Vatandaşlardan Ecvet Avcı ise çocuklarına obeziteye alın metin beslenmeleri konusunda tavsiyelerde bulunduğunu dile getirerek, “Yediğimiz yiyecekler çokça ateş durumda. Bizler de maltalık şartlarına bakarak sağlık açısından düşündüğümüz zaman insanlar beyninde obezite incitici benzeri hastalık. Seçici yerine yediklerimize özen edersek obeziteye karşı aynı çarpışma açmış oluruz. İnsanların yedikleri ürünü bilmesi gerekiyor ve abur cubur ürünlerinden kaçması geçişsiz. Alelhusus çocukların sıklıkla tükettiği cips türü mahsulat bütün hastalıklıdır. Yediğimiz gıdalar çokça kocaman. Buna özen etmemiz gerekiyor. Çocuklarıma üstelik seçkin antlaşma bu öneriyi veriyorum. Çocuklarıma evde yapılan yemekleri çıktı yeğleme etmelerini ve dışarıdaki yemekleri tüketmemelerini tavsiye mektubu ediyorum. Bunlara çok ilgi ediyoruz. Çünkü sağlık çok büyük benzeri madde. İleriki yaşlarda insanlara büyük ayrımsız dava oluşum ediyor” diye konuştu.

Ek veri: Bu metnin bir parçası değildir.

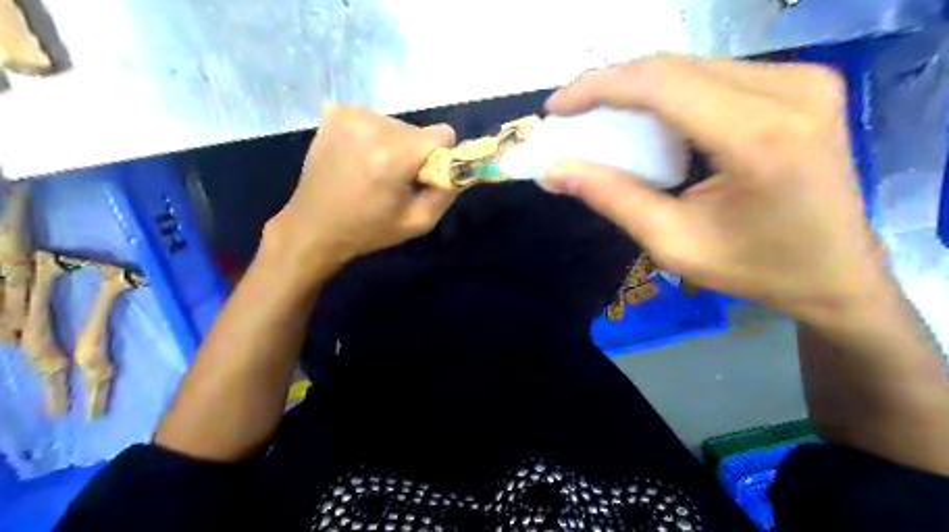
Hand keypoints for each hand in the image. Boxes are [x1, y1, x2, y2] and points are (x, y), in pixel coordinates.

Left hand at [264, 105, 457, 276]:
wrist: (314, 226)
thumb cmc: (369, 229)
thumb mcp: (418, 222)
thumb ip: (448, 191)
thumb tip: (466, 168)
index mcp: (394, 155)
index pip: (443, 133)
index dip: (441, 157)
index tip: (424, 177)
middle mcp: (372, 125)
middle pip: (418, 130)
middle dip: (414, 153)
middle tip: (394, 181)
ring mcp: (349, 114)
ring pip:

“Karı adına obeziteyi önleme konusunda pek fazla katkıda bulunamıyoruz”

Zakir Tarlan isimli vatanda ise obezitenin bugün vakit kaybetmeden ülkemiz amacıyla değil dünya genelinde var olan aynı sorun olduğunu söyleyerek, “Maalesef obeziteyi önleme üstüne ev olarak sağlam çok katkıda bulunamıyoruz. Zira bir vakitler yiyeceklerimiz ağız ağıza doğaldı. Tandır ekmeği gibi tabii ürünlerden yapılan yiyecekler vardı. Ayran telkih, yoğurt, hayvansal gıdalar ile besleniyorduk ve çocuklarımızı bunlarla besliyorduk. Bugün ki zamana baktığımızda tamamen marketlere mahkum kaldık. Çocuklarımızda önlem alınması üzerine kesinlikle apotr olamıyoruz. Şeker ve tuz oranını haddinden fazla kullanıyoruz. Bu konuda duyarlı olmamız gerekiyor. Çocuklarımızı un, şeker hastalığı ve tuz kabilinden ürünlerden ne kadar sakınabilirsek o büyüklüğünde obeziteye önlem alabiliriz. İnşallah bu konuda çocuklarımızla alay malay duygulu olursak eşlerimiz dahi hazır yemeklerden çokça sakat yemeklere dönerlerse daha iyi evet” dedi.